### WHAT THE EXERCISE ASKS
The count of lines below that include the string "junctions" is the whole answer.

(Beginning of DATA TO EXAMINE)

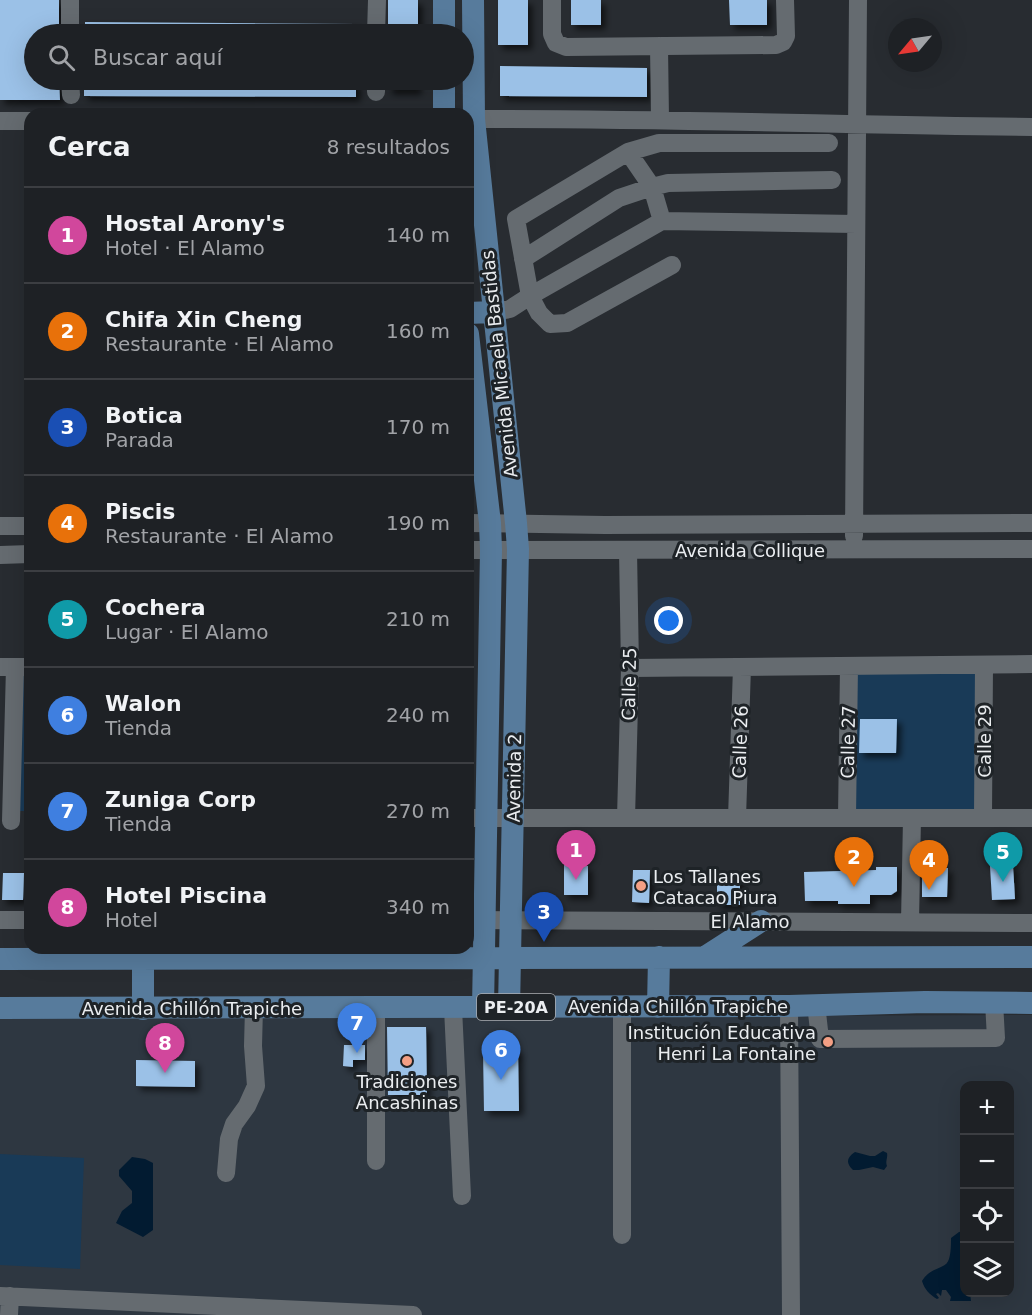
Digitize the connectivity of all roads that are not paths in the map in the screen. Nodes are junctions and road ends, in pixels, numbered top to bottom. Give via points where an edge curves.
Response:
1 (70, 0) edge
2 (376, 0) edge
3 (444, 0) edge
4 (473, 0) edge
5 (552, 0) edge
6 (786, 0) edge
7 (858, 0) edge
8 (70, 24) edge
9 (376, 24) edge
10 (444, 24) edge
11 (473, 24) edge
12 (659, 46) junction
13 (444, 90) edge
14 (471, 90) edge
15 (444, 108) edge
16 (471, 108) edge
17 (474, 119) edge
18 (660, 119) junction
19 (0, 121) edge
20 (24, 121) edge
21 (857, 125) junction
22 (1032, 127) edge
23 (829, 143) dead end
24 (474, 145) edge
25 (628, 152) junction
26 (832, 180) dead end
27 (652, 187) junction
28 (662, 221) junction
29 (856, 225) junction
30 (524, 259) junction
31 (672, 265) dead end
32 (530, 296) junction
33 (493, 312) junction
34 (474, 313) edge
35 (474, 385) edge
36 (507, 446) junction
37 (482, 452) junction
38 (479, 523) edge
39 (516, 523) junction
40 (1032, 523) edge
41 (854, 524) junction
42 (0, 526) edge
43 (24, 526) edge
44 (518, 549) junction
45 (1032, 549) edge
46 (474, 550) edge
47 (491, 550) junction
48 (628, 550) junction
49 (854, 550) junction
50 (24, 554) edge
51 (0, 555) edge
52 (1032, 664) edge
53 (984, 665) junction
54 (849, 666) junction
55 (15, 667) edge
56 (742, 667) junction
57 (630, 668) junction
58 (477, 818) edge
59 (513, 818) junction
60 (626, 818) junction
61 (737, 818) junction
62 (847, 818) junction
63 (912, 818) junction
64 (983, 818) junction
65 (1032, 818) edge
66 (6, 821) edge
67 (24, 821) edge
68 (511, 919) junction
69 (0, 920) edge
70 (24, 920) edge
71 (476, 920) edge
72 (761, 921) junction
73 (910, 922) junction
74 (1032, 923) edge
75 (119, 954) edge
76 (143, 954) edge
77 (341, 954) edge
78 (659, 957) junction
79 (705, 957) junction
80 (1032, 957) edge
81 (483, 958) junction
82 (510, 958) junction
83 (0, 959) edge
84 (994, 1002) junction
85 (1032, 1003) edge
86 (816, 1004) junction
87 (789, 1006) junction
88 (622, 1007) junction
89 (658, 1007) junction
90 (0, 1008) edge
91 (254, 1008) junction
92 (376, 1008) junction
93 (453, 1008) junction
94 (483, 1008) junction
95 (509, 1008) junction
96 (143, 1009) junction
97 (376, 1161) dead end
98 (226, 1173) dead end
99 (462, 1196) dead end
100 (622, 1235) dead end
101 (5, 1296) edge
102 (80, 1307) edge
103 (288, 1312) edge
104 (9, 1315) edge
105 (413, 1315) edge
106 (791, 1315) edge

1 - 8 street
2 - 9 street
3 - 10 main road
4 - 11 main road, Avenida Micaela Bastidas
5 - 12 street via 552,34 556,43 566,47
6 - 12 street via 786,36 776,45
7 - 21 street
12 - 18 street
13 - 15 main road
14 - 16 main road, Avenida Micaela Bastidas
17 - 18 street
18 - 21 street
19 - 20 street
21 - 22 street
21 - 29 street
23 - 25 street via 659,143
24 - 33 main road, Avenida Micaela Bastidas
25 - 27 street
25 - 30 street via 516,219
26 - 27 street via 668,183
27 - 28 street
27 - 30 street via 619,198
28 - 29 street
28 - 32 street
29 - 41 street
30 - 32 street
31 - 32 street via 567,323 550,324
32 - 33 street via 510,309
33 - 34 main road
33 - 36 main road, Avenida Micaela Bastidas
35 - 37 main road, Avenida Micaela Bastidas
36 - 37 main road via 499,458 487,457
36 - 39 main road, Avenida Micaela Bastidas
37 - 38 main road, Avenida Micaela Bastidas
38 - 39 street
38 - 47 main road, Avenida Micaela Bastidas
39 - 41 street
39 - 44 main road, Avenida Micaela Bastidas
40 - 41 street
41 - 49 street
42 - 43 street
44 - 47 street, Avenida Collique
44 - 48 street, Avenida Collique
44 - 59 main road, Avenida 2
45 - 49 street, Avenida Collique
46 - 47 street, Avenida Collique
47 - 58 main road, Avenida 2
48 - 49 street, Avenida Collique
48 - 57 street, Calle 25
50 - 51 street
52 - 53 street
53 - 54 street
53 - 64 street, Calle 29
54 - 56 street
54 - 62 street, Calle 27
55 - 66 street
56 - 57 street
56 - 61 street, Calle 26
57 - 60 street, Calle 25
58 - 59 street
58 - 71 main road, Avenida 2
59 - 60 street
59 - 68 main road, Avenida 2
60 - 61 street
61 - 62 street
62 - 63 street
63 - 64 street
63 - 73 street
64 - 65 street
66 - 67 street
68 - 71 street, El Alamo
68 - 72 street, El Alamo
68 - 82 main road, Avenida 2
69 - 70 street
71 - 81 main road, Avenida 2
72 - 73 street, El Alamo
72 - 79 main road
73 - 74 street, El Alamo
75 - 83 main road
76 - 96 main road
77 - 81 main road
78 - 79 main road
78 - 82 main road
78 - 89 main road
79 - 80 main road
81 - 82 main road
81 - 94 main road, Avenida 2
82 - 95 main road, Avenida 2
84 - 85 main road, Avenida Chillón Trapiche / PE-20A
84 - 86 main road, Avenida Chillón Trapiche / PE-20A
84 - 86 street via 996,1038 820,1039
86 - 87 main road, Avenida Chillón Trapiche / PE-20A
87 - 89 main road, Avenida Chillón Trapiche / PE-20A
87 - 106 street
88 - 89 main road, Avenida Chillón Trapiche / PE-20A
88 - 95 main road, Avenida Chillón Trapiche / PE-20A
88 - 100 street
90 - 96 main road, Avenida Chillón Trapiche / PE-20A
91 - 92 main road, Avenida Chillón Trapiche / PE-20A
91 - 96 main road, Avenida Chillón Trapiche / PE-20A
91 - 98 street via 256,1086 234,1124
92 - 93 main road, Avenida Chillón Trapiche / PE-20A
92 - 97 street
93 - 94 main road, Avenida Chillón Trapiche / PE-20A
93 - 99 street
94 - 95 main road, Avenida Chillón Trapiche / PE-20A
101 - 102 street
101 - 104 street
102 - 103 street
103 - 105 street

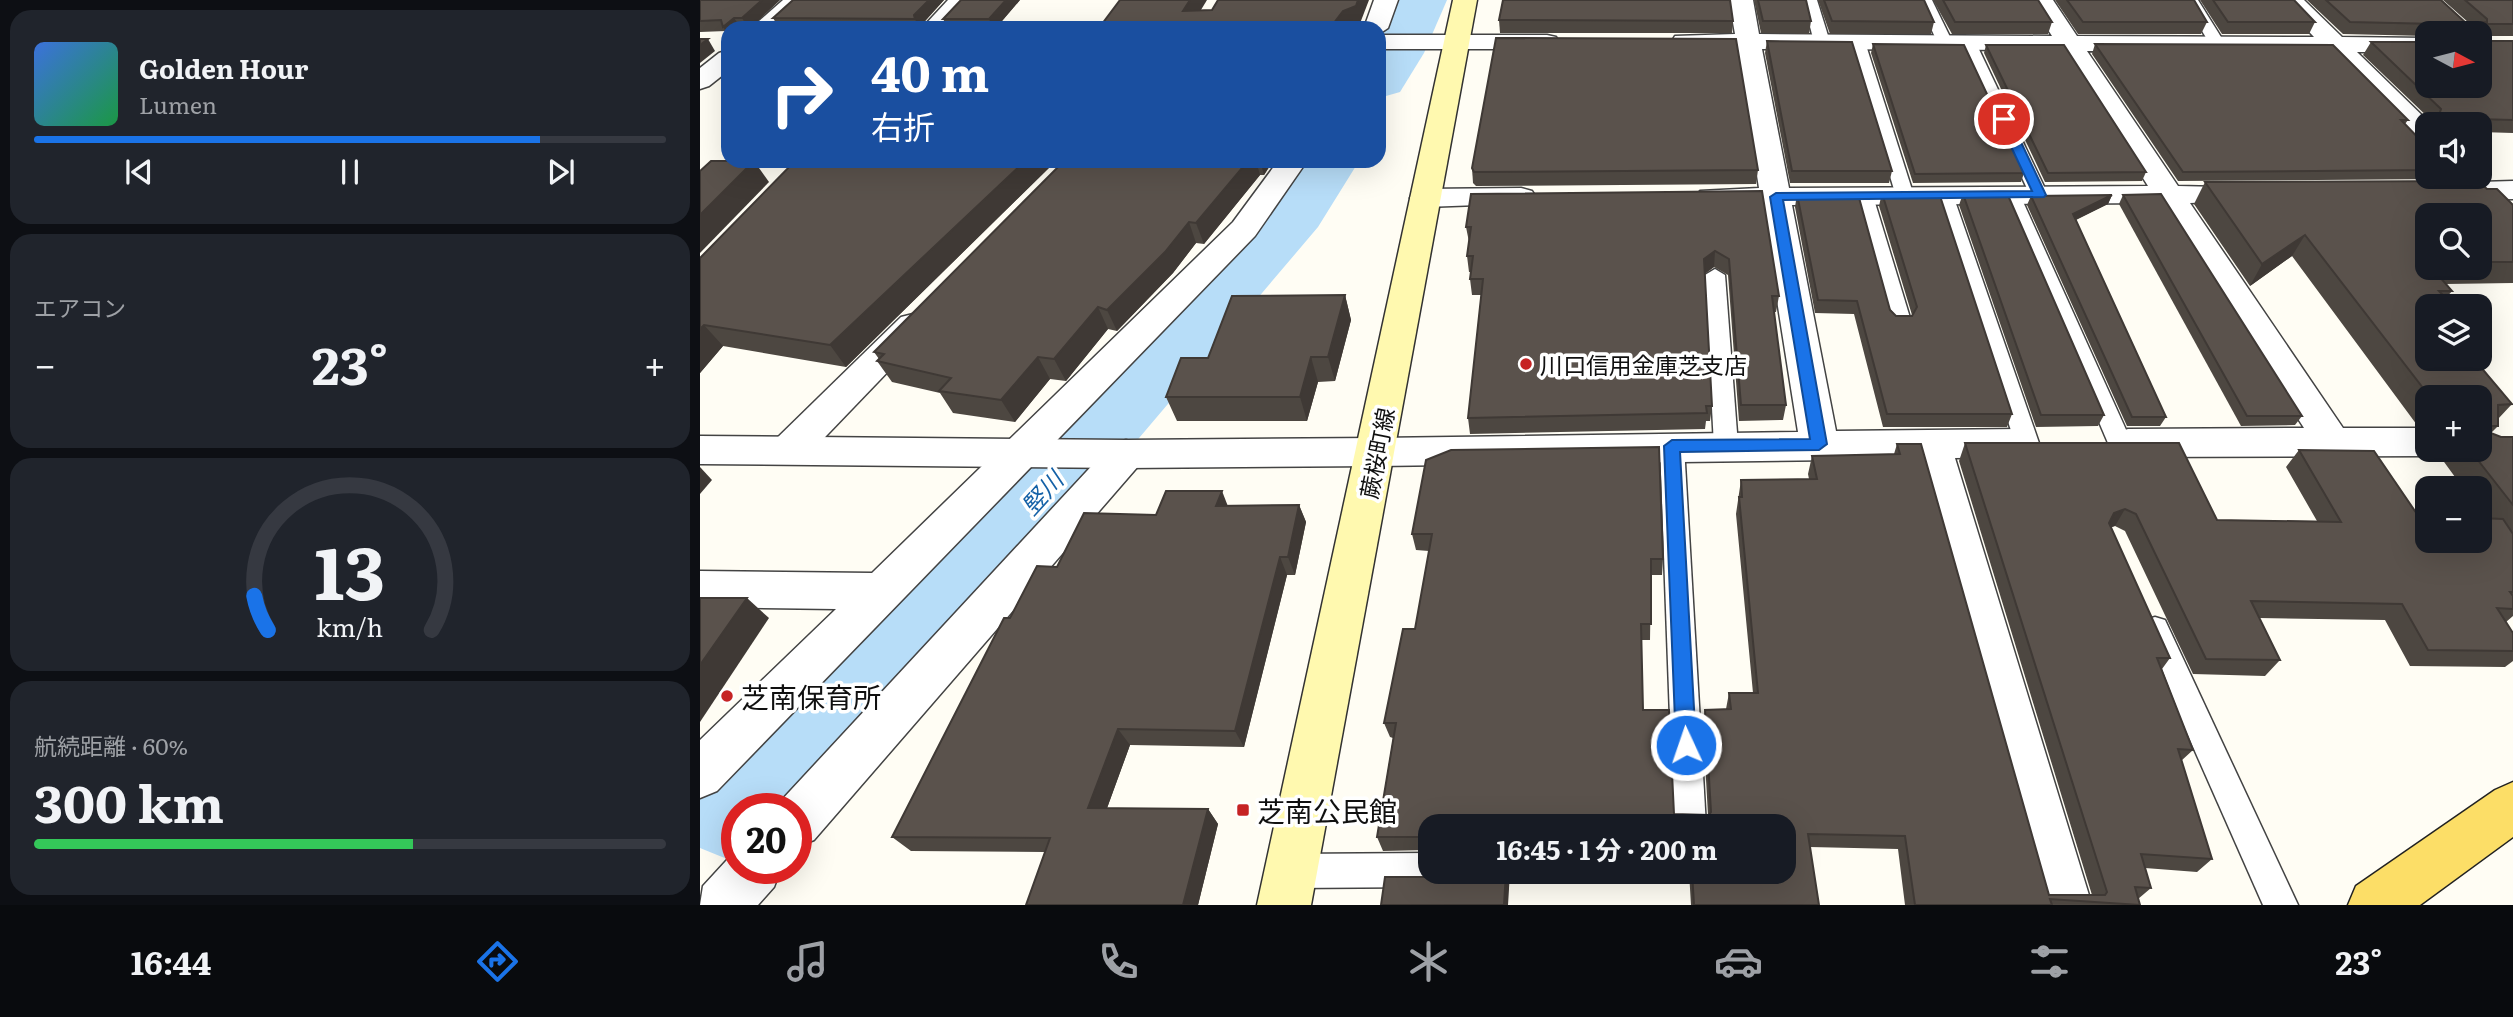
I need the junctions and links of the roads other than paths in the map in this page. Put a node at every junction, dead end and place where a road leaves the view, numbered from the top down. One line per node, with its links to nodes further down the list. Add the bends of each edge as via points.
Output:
1 (797, 0): 11 (street)
2 (961, 0): 12 (street)
3 (1386, 0): 13 (street)
4 (1465, 0): 18 (main road, 蕨桜町線)
5 (1741, 0): 16 (street)
6 (1810, 0): 17 (lane)
7 (1925, 0): 21 (lane)
8 (2041, 0): 22 (street)
9 (2191, 0): 23 (lane)
10 (2291, 0): 24 (street)
11 (772, 21)
12 (941, 21)
13 (1382, 21)
14 (1386, 38): 18 (street)
15 (1665, 41): 16 (street)
16 (1748, 41): 17 (street); 41 (street)
17 (1822, 41): 20 (street)
18 (1444, 42): 19 (street); 42 (main road, 蕨桜町線)
19 (1568, 42)
20 (1857, 42): 21 (street); 38 (lane)
21 (1956, 43): 22 (street); 36 (lane)
22 (2066, 43): 23 (street); 34 (street)
23 (2218, 45): 24 (street)
24 (2336, 45): 25 (street); 28 (street)
25 (2415, 45)
26 (721, 49): 27 (street)
27 (700, 81)
28 (2415, 124)
29 (1288, 168): 57 (street, via 1244,229)
30 (2452, 189): 32 (street)
31 (2490, 189): 43 (street)
32 (2416, 192)
33 (2280, 193): 34 (street)
34 (2172, 194): 36 (street); 50 (street)
35 (1944, 195): 36 (street); 38 (street); 48 (lane)
36 (2025, 195): 49 (lane)
37 (1864, 196): 38 (street); 41 (street); 46 (lane)
38 (1905, 196)
39 (1547, 197): 42 (street)
40 (1682, 197): 41 (street)
41 (1776, 197): 51 (street)
42 (1425, 198): 58 (main road, 蕨桜町線)
43 (2513, 222)
44 (1715, 275): 54 (lane)
45 (932, 306): 56 (street)
46 (1900, 321)
47 (2415, 442): 50 (street)
48 (2027, 443): 49 (street); 52 (street)
49 (2120, 443): 50 (street)
50 (2333, 443)
51 (1819, 444): 52 (street); 54 (street)
52 (1932, 444): 71 (street)
53 (1672, 446): 54 (street); 58 (street); 66 (lane)
54 (1726, 446)
55 (700, 450): 56 (street)
56 (789, 450): 57 (street)
57 (1032, 452): 59 (street); 61 (street)
58 (1377, 452): 59 (street); 69 (main road, 蕨桜町線)
59 (1118, 454): 64 (street)
60 (700, 589): 61 (street)
61 (882, 591): 63 (street)
62 (2143, 602): 72 (lane)
63 (700, 774)
64 (812, 804)
65 (2513, 807): 73 (main road)
66 (1688, 814)
67 (1418, 872): 69 (lane)
68 (741, 884): 70 (street)
69 (1287, 888)
70 (722, 905)
71 (2064, 905)
72 (2281, 905)
73 (2375, 905)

(End of DATA TO EXAMINE)

### EXERCISE SOLUTION
2